To visualize the vascular axis, we used a PdgfrbCreER driver (Cuervo et al., 2017) and wholemount immunostaining to identify the transition from VSM cells to pericytes based on the tube diameter expected for arterioles and the gradual decrease in ACTA2 (also known as SMA) staining (Fig. 2B). The RosatdT reporter readily defined the nucleus and cell morphology and showed that cells with both high and low ACTA2 expression had nucleus-length, strained cellular projections often at an oblique angle to the vessels, different from the circumferential wrapping of airways by ASM cells (Fig. 2B). In contrast, ACTA2-negative pericytes had long astrocyte-like extensions that were often polarized toward one side of the nucleus and decorated with NOTCH3, which was a pericyte marker and also concentrated in a perinuclear vesicular compartment as PDGFRB was (Huang et al., 2007) – a subcellular distribution to be taken into account when enumerating pericytes (Fig. S3A, 2C). Therefore, the vascular axis consists of proximal VSM cells and distal pericytes sharing PDGFRB/NOTCH3 albeit with contrasting morphology (Fig. 2D).

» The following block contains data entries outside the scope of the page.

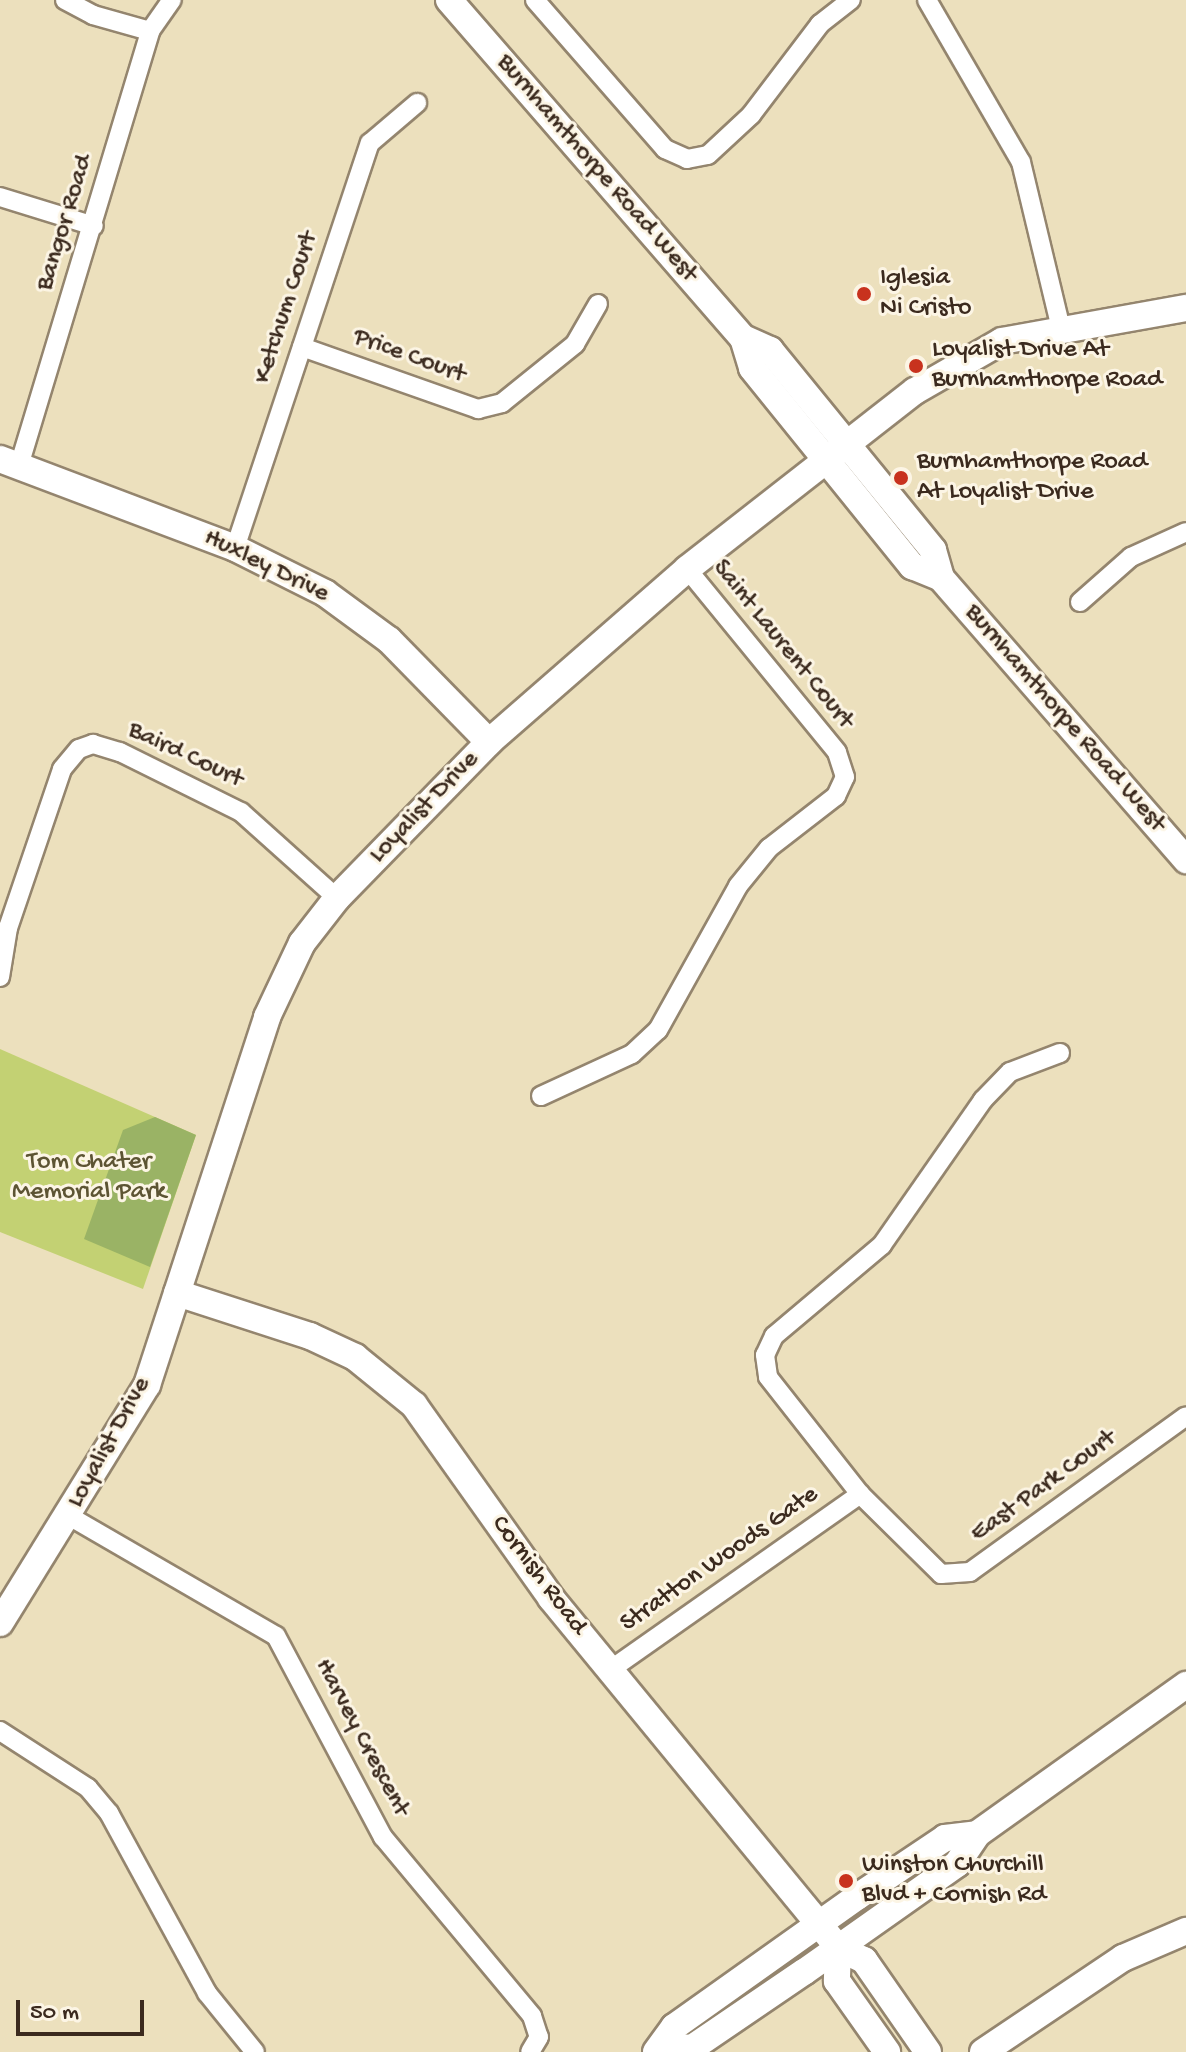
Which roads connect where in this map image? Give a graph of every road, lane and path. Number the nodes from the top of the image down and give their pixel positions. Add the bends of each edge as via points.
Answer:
1 (65, 0) edge
2 (172, 0) edge
3 (449, 0) edge
4 (535, 0) edge
5 (851, 0) edge
6 (927, 0) edge
7 (150, 31) junction
8 (417, 103) dead end
9 (0, 197) edge
10 (94, 226) junction
11 (598, 304) dead end
12 (1186, 308) edge
13 (1061, 329) junction
14 (302, 347) junction
15 (837, 450) junction
16 (9, 463) edge
17 (1186, 532) edge
18 (235, 548) junction
19 (687, 569) junction
20 (1080, 602) dead end
21 (489, 742) junction
22 (1186, 860) edge
23 (337, 898) junction
24 (0, 977) edge
25 (1060, 1053) dead end
26 (541, 1096) dead end
27 (177, 1293) junction
28 (1186, 1416) edge
29 (860, 1494) junction
30 (69, 1516) junction
31 (0, 1623) edge
32 (610, 1670) junction
33 (1186, 1685) edge
34 (0, 1731) edge
35 (977, 1834) junction
36 (818, 1923) junction
37 (1186, 1931) edge
38 (838, 1948) junction
39 (660, 2049) edge
40 (255, 2052) edge
41 (530, 2052) edge
42 (887, 2052) edge
43 (928, 2052) edge
44 (983, 2052) edge

1 - 7 street via 93,15
2 - 7 street, Bangor Road
3 - 15 street, Burnhamthorpe Road West via 743,338 770,350
4 - 5 street via 665,149 687,159 708,155 751,115 820,24
6 - 13 street via 1021,162
7 - 10 street, Bangor Road
8 - 14 street, Ketchum Court via 370,143
9 - 10 street
10 - 16 street, Bangor Road
11 - 14 street, Price Court via 575,344 502,403 478,409
12 - 13 street, Loyalist Drive
13 - 15 street, Loyalist Drive via 1002,341 976,354 915,391
14 - 18 street, Ketchum Court
15 - 19 street, Loyalist Drive
15 - 22 street, Burnhamthorpe Road West via 933,550 941,578
16 - 18 street, Huxley Drive
17 - 20 street via 1131,557
18 - 21 street, Huxley Drive via 325,593 389,640
19 - 21 street, Loyalist Drive
19 - 26 street, Saint Laurent Court via 837,752 845,777 836,796 769,848 738,886 658,1030 620,1061
21 - 23 street, Loyalist Drive
23 - 24 street, Baird Court via 241,812 120,752 93,744 79,749 62,769 8,928
23 - 27 street, Loyalist Drive via 302,943 267,1017
25 - 29 street, East Park Court via 1010,1072 983,1100 882,1245 774,1336 765,1355 768,1377
27 - 30 street, Loyalist Drive via 147,1385
27 - 32 street, Cornish Road via 310,1336 388,1379 414,1405 551,1598
28 - 29 street, East Park Court via 970,1572 941,1574
29 - 32 street, Stratton Woods Gate
30 - 31 street, Loyalist Drive
30 - 41 street, Harvey Crescent via 276,1636 383,1837 532,2016 539,2037
32 - 36 street, Cornish Road
33 - 35 street
34 - 40 street via 88,1788 109,1813 207,1993
35 - 36 street via 945,1838
35 - 38 street via 957,1864
36 - 38 street, Cornish Road
36 - 39 street via 674,2027
37 - 44 street via 1123,1958
38 - 39 street via 692,2048
38 - 42 street via 837,1981
38 - 43 street, Cornish Road via 864,1960

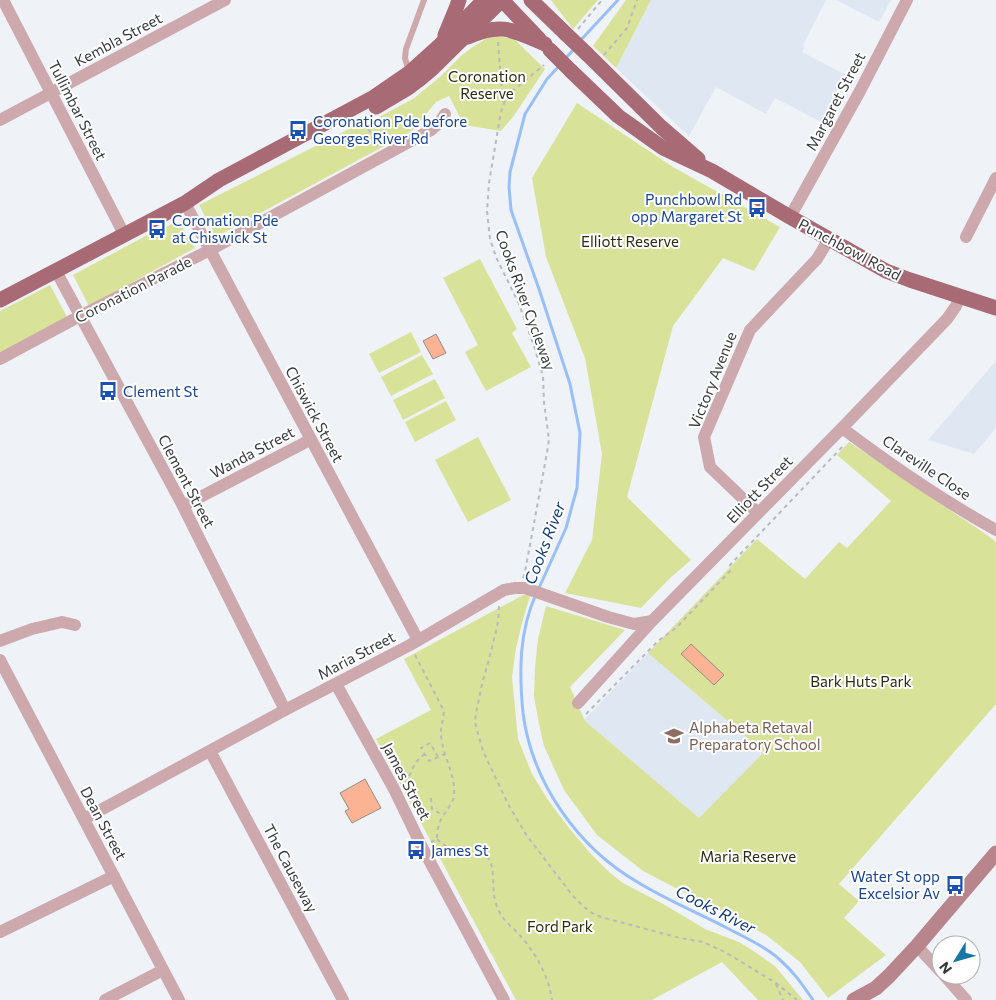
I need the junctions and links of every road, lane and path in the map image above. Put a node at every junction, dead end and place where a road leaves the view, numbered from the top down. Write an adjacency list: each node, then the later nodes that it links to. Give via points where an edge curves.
1 (3, 0): 19 (street, Tullimbar Street)
2 (224, 0): 19 (street, Kembla Street)
3 (424, 0): 18 (lane, via 406,49)
4 (459, 0): 14 (main road)
5 (484, 0): 14 (main road)
6 (531, 0): 11 (main road, Punchbowl Road)
7 (602, 0): 11 (path)
8 (637, 0): 16 (path, via 627,28 612,46)
9 (908, 0): 28 (street, Margaret Street)
10 (505, 3): 13 (main road); 15 (main road, Punchbowl Road)
11 (572, 32): 16 (main road, Punchbowl Road, bridge)
12 (497, 34): 20 (path)
13 (461, 40): 15 (main road, via 498,28 518,33); 27 (main road, via 420,79 388,100 225,187)
14 (440, 45): 18 (main road)
15 (547, 47): 25 (main road, Punchbowl Road, bridge, via 618,116 663,148)
16 (594, 56): 25 (main road, Punchbowl Road, via 661,127)
17 (544, 65): 20 (path, Cooks River Cycleway, via 510,94)
18 (409, 73): 27 (main road, via 374,97 219,180)
19 (51, 93): 22 (street, Kembla Street); 29 (street, Tullimbar Street)
20 (504, 105): 45 (path, Cooks River Cycleway, via 489,183 488,229 496,257 519,304 538,358 543,376 549,439)
21 (445, 114): 32 (street, Coronation Parade, via 431,130)
22 (0, 120)
23 (365, 122): 24 (path)
24 (379, 151)
25 (712, 171): 28 (main road, Punchbowl Road)
26 (996, 178): 30 (street)
27 (185, 203): 29 (main road); 32 (street, Chiswick Street)
28 (790, 217): 31 (main road, Punchbowl Road)
29 (124, 234): 33 (main road)
30 (966, 237)
31 (829, 239): 34 (main road, Punchbowl Road, via 886,271); 43 (street, Victory Avenue, via 817,259 750,330 704,437 710,467)
32 (210, 250): 37 (street, Coronation Parade); 40 (street, Chiswick Street)
33 (56, 271): 35 (main road); 37 (street, Clement Street)
34 (960, 296): 36 (main road, Punchbowl Road); 39 (street, Elliott Street, via 947,318)
35 (0, 300)
36 (996, 308)
37 (80, 316): 38 (street, Coronation Parade); 42 (street, Clement Street)
38 (0, 359)
39 (842, 428): 43 (street, Elliott Street); 44 (street, Clareville Close, via 974,518)
40 (310, 440): 42 (street, Wanda Street); 50 (street, Chiswick Street)
41 (846, 442): 53 (path, via 730,565 730,571 676,628 658,640)
42 (183, 506): 54 (street, Clement Street)
43 (758, 513): 47 (street, Elliott Street)
44 (993, 524)
45 (522, 588): 47 (street, via 634,624); 50 (street, Maria Street, via 504,590)
46 (499, 605): 71 (path, via 475,723 483,751 527,836 573,896 592,913 703,942)
47 (652, 621): 53 (street, Elliott Street)
48 (75, 625): 49 (street, via 62,622)
49 (0, 640)
50 (414, 643): 52 (street, Maria Street); 57 (path, via 444,711 440,731)
51 (0, 660): 62 (street, Dean Street)
52 (336, 684): 54 (street, Maria Street); 59 (street, James Street)
53 (582, 709)
54 (285, 710): 55 (street, Maria Street)
55 (210, 751): 62 (street, Maria Street); 75 (street, The Causeway)
56 (425, 754): 58 (path, via 429,761); 58 (path, via 421,748 430,743); 59 (path, via 414,764 405,783)
57 (445, 754): 58 (path); 61 (path, via 453,777 454,798)
58 (438, 757)
59 (394, 789): 64 (street, James Street)
60 (431, 798): 61 (path, via 432,809)
61 (444, 815): 63 (path, via 439,822)
62 (84, 819): 66 (street, Dean Street)
63 (437, 839): 64 (path); 77 (path, via 458,851 475,849 483,852 490,861 494,894 501,916 532,949 544,971)
64 (422, 847): 76 (street, James Street)
65 (996, 853): 68 (main road)
66 (114, 876): 67 (street); 70 (street, Dean Street)
67 (0, 932)
68 (917, 946): 69 (street); 80 (main road, via 876,988)
69 (931, 961)
70 (163, 970): 73 (street); 74 (street, Dean Street)
71 (776, 983): 78 (path); 79 (path)
72 (953, 985): 81 (street)
73 (105, 1000)
74 (179, 1000)
75 (343, 1000)
76 (504, 1000)
77 (552, 1000)
78 (783, 1000)
79 (797, 1000)
80 (854, 1000)
81 (966, 1000)

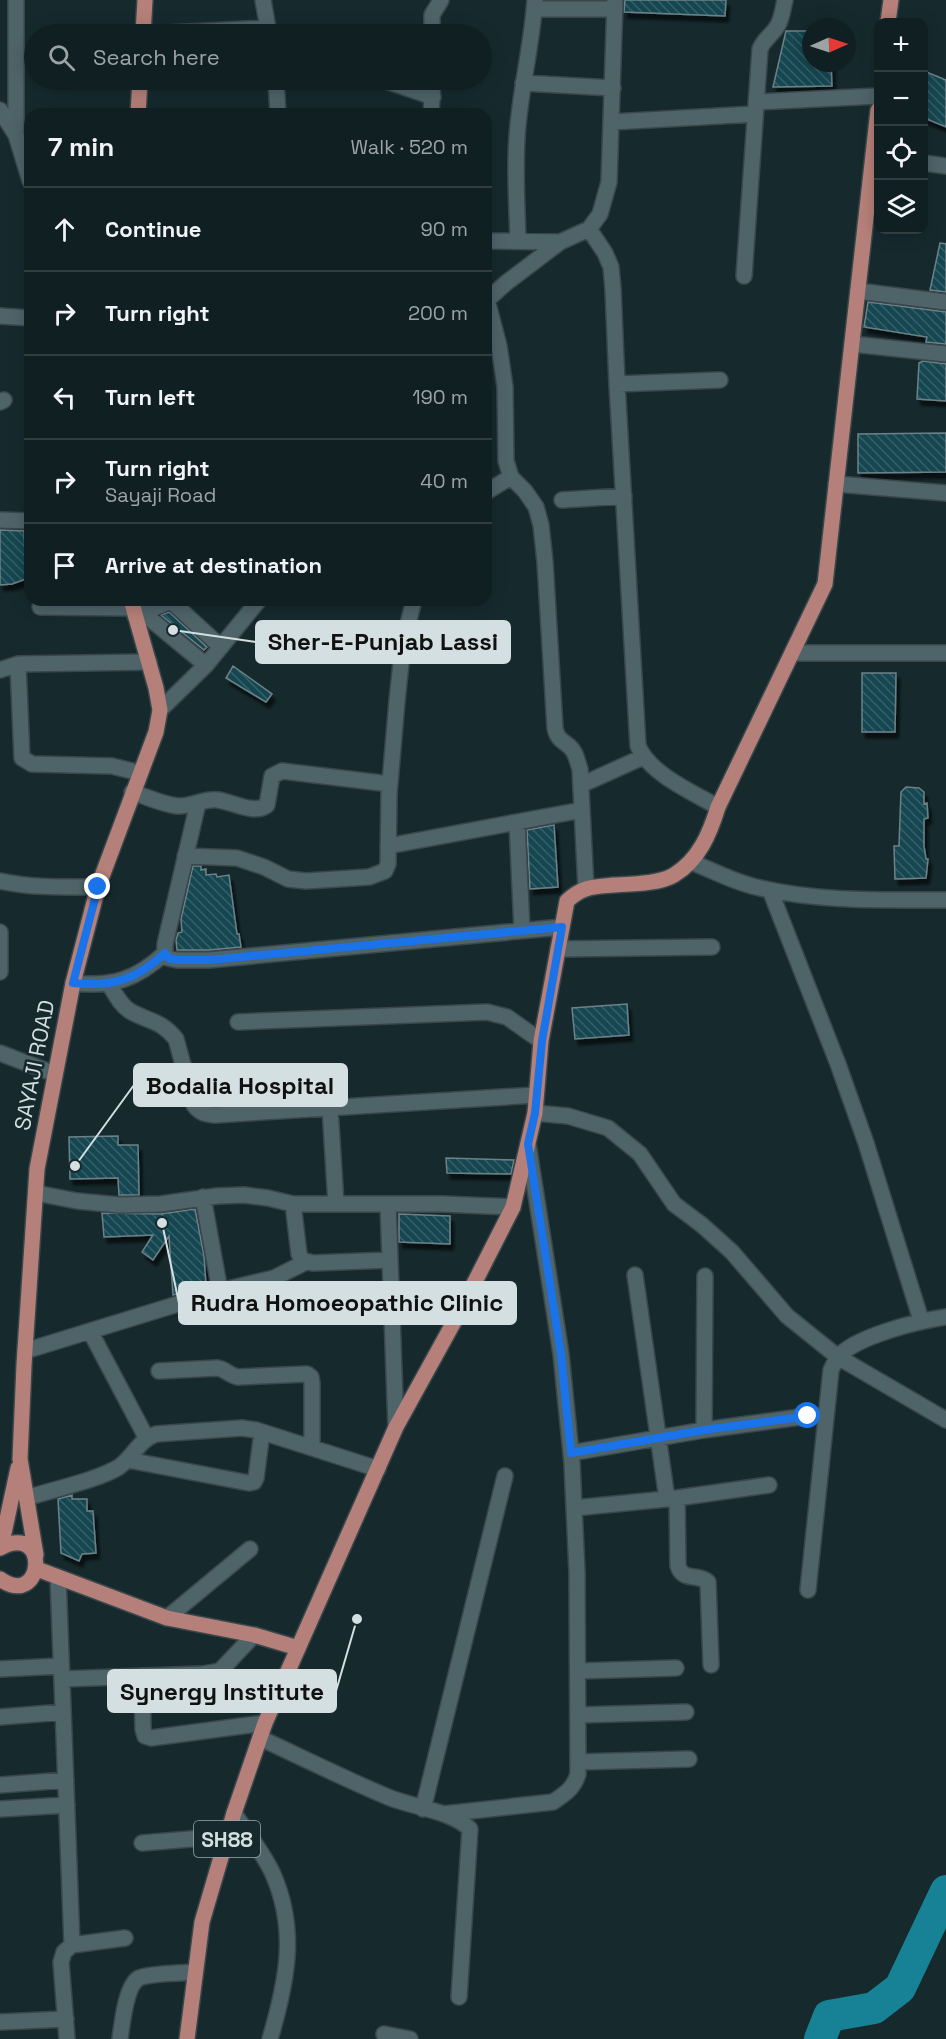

The epithelial axis includes airway smooth muscle cells as well as two populations of myofibroblasts, marked by CDH4/HHIP/LGR6, and high PDGFRA, respectively
Next, we subsetted and reclustered cells of the epithelial axis, and readily identified an Actc1+ ASM cluster that was largely unchanged over time and an Acta2/Tagln/Myh11+ myofibroblast cluster that shifted on the UMAPs, reflecting changes in gene expression and/or cell composition (Fig. 3A, Table S3). Most notably, at P7 and P13, the known PDGFRA-high alveolar myofibroblasts (Endale et al., 2017) only constituted part of the cluster and were adjacent to a second Cdh4/Hhip/Lgr6+ population (Fig. 3A). Intriguingly, Cdh4/Hhip/Lgr6+ cells remained in the same UMAP location at P20 and P70, when the PDGFRA-high alveolar myofibroblasts disappeared (Fig. 3A). These two populations of myofibroblasts – albeit at different UMAP locations, possibly as immature precursors – were also distinguishable at E17 and E19 based on Cdh4 and Lgr6 expression, although Pdgfra and Hhip expression was non-discriminatory embryonically and only became restricted to their respective myofibroblast populations postnatally (Fig. 3A). Below, we detailed the two myofibroblast populations individually.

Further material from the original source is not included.